И образ молодого парня, крепкого, полного сил, встал как живой перед Лобановичем. Ему вспомнился один пустой, незначительный случай, когда он, шутли­во предсказывая судьбу своих друзей, сказал весной прошлого года: «Ты, Лабузька, недолго проживешь на свете!»

Это было сказано в шутку — слишком уж не вязалась мысль о смерти Лабузьки с самим Лабузькой, так много было в нем здоровья и жизни.

...Лобанович встал и прошелся по комнате. Мысль о неотвратимости смерти не покидала его и глубоко засела у него в мозгу. «Если бы я сказал кому-нибудь: «Остерегайтесь меня — я ношу в себе смерть», вероятно, на меня посмотрели бы, как на сумасшедшего, и, во всяком случае, испугались бы меня,— подумал Лоба­нович.— И тем не менее это так. Но почему же люди об этом не думают? А может, и думают, и наверное думают, только мысли эти держат при себе. Да и зачем говорить их тому, кого ждет такая же судьба?»

Прежние мысли о смерти снова пришли ему в го­лову. «...Порой идешь по дороге. Дорога трудная, ноги болят, а дом еще далеко. И думает путник: «Наступит же мгновение, когда я сделаю последний шаг на дороге жизни, а там — смерть, там конец!.. А дальше что?»
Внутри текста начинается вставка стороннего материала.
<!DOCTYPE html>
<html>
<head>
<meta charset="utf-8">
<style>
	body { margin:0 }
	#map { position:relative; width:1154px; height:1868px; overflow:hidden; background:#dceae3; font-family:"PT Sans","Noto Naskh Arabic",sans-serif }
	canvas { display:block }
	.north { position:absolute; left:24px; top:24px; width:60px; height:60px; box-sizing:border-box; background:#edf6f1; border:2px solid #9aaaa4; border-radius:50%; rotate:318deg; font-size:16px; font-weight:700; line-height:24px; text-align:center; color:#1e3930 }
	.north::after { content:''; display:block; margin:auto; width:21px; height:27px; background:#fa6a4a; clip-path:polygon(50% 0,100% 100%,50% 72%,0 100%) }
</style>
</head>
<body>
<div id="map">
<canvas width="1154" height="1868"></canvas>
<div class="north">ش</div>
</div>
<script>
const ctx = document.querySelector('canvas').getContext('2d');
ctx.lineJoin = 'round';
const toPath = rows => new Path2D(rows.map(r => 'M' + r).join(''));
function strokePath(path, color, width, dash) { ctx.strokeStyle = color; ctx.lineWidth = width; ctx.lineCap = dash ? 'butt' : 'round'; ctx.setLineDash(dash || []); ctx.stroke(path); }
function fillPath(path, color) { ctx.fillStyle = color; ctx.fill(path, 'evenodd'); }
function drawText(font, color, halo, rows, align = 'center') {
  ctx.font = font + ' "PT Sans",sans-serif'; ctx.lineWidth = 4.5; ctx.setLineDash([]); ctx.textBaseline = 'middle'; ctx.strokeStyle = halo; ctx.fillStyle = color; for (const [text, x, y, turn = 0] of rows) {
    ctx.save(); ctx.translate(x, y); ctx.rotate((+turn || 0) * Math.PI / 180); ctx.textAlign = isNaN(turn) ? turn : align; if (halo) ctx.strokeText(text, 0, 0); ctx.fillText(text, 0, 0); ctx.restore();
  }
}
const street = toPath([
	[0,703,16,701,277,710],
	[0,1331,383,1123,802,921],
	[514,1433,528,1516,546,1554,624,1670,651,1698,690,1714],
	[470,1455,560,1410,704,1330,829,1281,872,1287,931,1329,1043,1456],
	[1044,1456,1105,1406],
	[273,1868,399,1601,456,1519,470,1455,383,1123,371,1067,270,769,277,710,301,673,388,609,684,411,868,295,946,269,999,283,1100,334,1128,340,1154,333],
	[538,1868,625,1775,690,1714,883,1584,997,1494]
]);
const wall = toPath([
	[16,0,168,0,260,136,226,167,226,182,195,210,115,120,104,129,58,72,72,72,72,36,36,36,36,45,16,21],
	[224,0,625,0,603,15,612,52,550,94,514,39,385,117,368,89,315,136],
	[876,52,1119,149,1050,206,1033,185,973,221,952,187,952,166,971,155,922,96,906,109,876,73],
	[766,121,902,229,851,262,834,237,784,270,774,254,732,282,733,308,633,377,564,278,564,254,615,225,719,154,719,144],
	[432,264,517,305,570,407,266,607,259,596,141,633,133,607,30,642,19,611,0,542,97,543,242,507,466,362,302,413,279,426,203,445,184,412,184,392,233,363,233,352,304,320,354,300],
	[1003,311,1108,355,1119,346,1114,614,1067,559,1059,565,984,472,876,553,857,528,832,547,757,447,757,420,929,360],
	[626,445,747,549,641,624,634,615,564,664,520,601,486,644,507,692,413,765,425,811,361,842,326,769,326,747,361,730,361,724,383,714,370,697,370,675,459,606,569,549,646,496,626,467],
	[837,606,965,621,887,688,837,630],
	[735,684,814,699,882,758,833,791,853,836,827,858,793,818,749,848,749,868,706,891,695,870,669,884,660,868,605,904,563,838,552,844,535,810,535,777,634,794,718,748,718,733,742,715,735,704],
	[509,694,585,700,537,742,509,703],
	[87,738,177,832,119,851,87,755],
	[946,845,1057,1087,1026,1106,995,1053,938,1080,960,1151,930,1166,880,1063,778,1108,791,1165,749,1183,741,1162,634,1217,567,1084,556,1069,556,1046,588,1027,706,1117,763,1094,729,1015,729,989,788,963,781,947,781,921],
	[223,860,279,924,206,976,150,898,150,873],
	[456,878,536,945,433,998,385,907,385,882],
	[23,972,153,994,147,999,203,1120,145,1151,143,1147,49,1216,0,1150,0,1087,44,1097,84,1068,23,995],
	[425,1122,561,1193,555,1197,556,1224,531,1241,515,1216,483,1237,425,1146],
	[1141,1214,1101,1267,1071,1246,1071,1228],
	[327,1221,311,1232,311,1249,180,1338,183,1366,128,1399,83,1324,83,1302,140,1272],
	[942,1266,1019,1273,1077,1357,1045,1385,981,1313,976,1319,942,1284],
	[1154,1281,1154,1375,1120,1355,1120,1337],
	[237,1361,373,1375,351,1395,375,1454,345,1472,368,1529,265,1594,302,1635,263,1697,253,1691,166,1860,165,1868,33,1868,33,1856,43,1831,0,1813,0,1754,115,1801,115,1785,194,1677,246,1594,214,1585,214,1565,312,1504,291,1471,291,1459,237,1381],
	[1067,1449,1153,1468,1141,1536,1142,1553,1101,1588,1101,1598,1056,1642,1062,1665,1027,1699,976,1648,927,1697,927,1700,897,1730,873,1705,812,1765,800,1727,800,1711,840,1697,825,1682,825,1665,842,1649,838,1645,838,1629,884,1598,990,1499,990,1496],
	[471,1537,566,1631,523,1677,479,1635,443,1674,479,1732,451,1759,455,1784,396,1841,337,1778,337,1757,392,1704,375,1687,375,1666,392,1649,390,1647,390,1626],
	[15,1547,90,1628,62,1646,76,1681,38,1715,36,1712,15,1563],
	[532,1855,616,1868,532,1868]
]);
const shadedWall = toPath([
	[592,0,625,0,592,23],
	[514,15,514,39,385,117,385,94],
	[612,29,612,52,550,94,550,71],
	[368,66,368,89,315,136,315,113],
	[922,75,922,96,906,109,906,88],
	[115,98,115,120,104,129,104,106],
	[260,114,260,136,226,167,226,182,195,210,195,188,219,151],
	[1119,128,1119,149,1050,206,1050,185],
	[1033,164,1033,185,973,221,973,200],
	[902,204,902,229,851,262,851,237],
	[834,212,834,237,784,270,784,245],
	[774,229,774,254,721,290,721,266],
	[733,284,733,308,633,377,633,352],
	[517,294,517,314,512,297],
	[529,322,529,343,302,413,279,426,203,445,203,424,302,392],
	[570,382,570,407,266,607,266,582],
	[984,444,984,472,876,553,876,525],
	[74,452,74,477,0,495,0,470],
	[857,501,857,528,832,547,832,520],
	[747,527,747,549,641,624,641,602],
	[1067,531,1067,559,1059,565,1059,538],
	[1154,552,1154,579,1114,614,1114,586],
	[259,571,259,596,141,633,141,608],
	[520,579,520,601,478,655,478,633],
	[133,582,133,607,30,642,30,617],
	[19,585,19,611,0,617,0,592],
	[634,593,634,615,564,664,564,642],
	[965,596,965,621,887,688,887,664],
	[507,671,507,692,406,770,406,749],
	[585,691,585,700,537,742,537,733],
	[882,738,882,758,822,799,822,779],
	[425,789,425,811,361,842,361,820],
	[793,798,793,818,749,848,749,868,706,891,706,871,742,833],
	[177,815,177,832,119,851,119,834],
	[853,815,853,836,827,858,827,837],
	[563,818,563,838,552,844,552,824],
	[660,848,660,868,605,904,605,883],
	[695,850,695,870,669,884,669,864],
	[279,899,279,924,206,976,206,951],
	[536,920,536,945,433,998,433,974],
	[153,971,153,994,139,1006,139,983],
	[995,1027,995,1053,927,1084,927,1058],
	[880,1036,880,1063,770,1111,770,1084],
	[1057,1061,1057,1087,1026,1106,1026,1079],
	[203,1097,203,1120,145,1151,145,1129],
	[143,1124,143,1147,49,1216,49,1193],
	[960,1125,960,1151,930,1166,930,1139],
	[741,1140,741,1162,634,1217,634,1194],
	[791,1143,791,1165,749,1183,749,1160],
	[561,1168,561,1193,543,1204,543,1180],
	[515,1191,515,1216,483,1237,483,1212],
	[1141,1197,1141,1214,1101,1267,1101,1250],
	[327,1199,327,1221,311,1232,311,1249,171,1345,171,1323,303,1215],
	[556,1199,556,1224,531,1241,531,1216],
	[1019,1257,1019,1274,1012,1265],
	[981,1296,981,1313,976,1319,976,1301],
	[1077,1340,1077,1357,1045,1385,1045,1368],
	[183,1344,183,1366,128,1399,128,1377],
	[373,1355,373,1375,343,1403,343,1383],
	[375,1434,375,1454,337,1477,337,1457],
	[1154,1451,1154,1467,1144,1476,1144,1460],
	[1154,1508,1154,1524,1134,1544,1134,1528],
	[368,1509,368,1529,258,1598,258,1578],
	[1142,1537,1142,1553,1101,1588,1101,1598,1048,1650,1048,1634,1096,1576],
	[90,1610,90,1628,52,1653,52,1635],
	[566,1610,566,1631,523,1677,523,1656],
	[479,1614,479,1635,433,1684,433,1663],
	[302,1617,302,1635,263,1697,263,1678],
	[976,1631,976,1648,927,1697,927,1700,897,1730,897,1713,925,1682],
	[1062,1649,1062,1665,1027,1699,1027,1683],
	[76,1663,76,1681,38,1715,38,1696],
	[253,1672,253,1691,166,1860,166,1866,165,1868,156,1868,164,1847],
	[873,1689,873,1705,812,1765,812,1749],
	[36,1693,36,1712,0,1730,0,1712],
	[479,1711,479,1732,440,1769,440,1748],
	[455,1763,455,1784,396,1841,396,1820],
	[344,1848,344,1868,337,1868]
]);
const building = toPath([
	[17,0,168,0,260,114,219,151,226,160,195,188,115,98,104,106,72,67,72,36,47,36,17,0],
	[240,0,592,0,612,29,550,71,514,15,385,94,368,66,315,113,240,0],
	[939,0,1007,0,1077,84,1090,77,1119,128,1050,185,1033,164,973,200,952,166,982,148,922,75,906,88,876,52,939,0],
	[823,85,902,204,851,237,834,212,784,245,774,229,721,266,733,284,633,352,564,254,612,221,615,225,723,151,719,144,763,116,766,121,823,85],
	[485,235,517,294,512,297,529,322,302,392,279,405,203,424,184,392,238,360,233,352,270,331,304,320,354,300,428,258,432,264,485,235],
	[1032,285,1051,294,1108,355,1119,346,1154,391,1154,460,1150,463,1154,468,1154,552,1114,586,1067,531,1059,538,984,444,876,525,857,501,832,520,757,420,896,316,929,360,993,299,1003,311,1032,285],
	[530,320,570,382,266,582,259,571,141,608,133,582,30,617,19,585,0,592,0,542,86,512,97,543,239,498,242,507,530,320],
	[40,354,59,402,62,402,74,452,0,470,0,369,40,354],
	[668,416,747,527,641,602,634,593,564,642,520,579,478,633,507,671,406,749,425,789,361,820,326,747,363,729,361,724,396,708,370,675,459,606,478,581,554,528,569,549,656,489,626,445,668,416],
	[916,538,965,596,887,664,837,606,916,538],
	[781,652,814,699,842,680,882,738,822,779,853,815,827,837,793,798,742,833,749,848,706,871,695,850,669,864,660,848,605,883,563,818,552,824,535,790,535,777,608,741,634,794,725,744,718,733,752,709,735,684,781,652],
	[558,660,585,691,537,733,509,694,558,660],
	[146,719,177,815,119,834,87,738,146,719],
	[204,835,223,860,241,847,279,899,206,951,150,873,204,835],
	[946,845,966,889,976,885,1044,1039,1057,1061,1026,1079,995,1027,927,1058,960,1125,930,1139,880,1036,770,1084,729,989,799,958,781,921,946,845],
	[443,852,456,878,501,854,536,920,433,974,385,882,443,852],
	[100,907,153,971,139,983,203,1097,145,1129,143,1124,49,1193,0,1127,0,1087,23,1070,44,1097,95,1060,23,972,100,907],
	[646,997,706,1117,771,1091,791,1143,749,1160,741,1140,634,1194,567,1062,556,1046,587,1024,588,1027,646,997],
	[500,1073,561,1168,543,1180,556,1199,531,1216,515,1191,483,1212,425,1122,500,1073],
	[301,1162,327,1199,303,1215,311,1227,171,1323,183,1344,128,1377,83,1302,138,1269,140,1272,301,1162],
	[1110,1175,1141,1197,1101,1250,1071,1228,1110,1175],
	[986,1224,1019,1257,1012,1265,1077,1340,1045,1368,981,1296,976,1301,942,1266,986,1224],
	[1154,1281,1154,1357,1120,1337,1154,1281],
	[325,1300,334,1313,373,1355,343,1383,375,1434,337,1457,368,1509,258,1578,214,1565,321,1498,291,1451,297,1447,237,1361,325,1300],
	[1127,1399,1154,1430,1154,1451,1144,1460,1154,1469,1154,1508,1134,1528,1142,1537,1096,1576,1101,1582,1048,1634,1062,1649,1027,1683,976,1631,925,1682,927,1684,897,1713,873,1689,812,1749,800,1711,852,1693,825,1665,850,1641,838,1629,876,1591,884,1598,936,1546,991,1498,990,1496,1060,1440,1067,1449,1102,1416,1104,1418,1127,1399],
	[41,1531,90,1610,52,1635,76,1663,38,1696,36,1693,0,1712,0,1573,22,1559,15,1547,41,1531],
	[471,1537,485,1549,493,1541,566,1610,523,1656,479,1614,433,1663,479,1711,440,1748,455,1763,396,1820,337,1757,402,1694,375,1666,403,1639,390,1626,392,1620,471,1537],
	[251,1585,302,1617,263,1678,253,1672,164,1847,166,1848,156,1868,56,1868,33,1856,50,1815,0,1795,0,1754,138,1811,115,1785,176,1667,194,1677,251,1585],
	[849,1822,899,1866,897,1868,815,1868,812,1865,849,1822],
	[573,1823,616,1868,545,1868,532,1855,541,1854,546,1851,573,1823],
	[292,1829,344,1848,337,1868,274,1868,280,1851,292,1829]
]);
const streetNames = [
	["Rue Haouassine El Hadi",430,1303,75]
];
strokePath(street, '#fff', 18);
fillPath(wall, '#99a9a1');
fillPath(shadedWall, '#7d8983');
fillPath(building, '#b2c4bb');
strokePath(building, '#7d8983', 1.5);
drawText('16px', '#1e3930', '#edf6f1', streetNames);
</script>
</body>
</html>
И дальше происходит что-то уж совсем неожидан­ное и невозможное, если иметь в виду традицию бело­русской литературы. Крестьянин Левон Зяблик в «Ра­зоренном гнезде» Я. Купалы кончает самоубийством, но ведь его довели до этого паны, жизнь. А тут умирает дальний знакомый, фамилия которого в семинарском списке стояла рядом с фамилией Лобановича, человек начинает думать об этом, и вот уже: «Ничего не помня и не отдавая себе ясного отчета в том, что он делает, не зная, что он будет делать дальше, Лобанович открыл ящик стола. В самом конце ящика, заваленный бумага­ми и книгами, лежал револьвер, простенький, шести­зарядный револьверчик. Иногда ходил Лобанович в лес, чтобы пострелять из него в цель.

Теперь вид револьвера вызывал в нем совсем другие, чем обычно, мысли и ощущения. Взяв его в руки, учи­тель заглянул в дуло.

«Вот только приставить к виску, взвести курок, на­жать, и боли не почувствуешь!.. Нет, боль, вероятно, будет, но все это произойдет так быстро, что мозг не успеет ничего осознать».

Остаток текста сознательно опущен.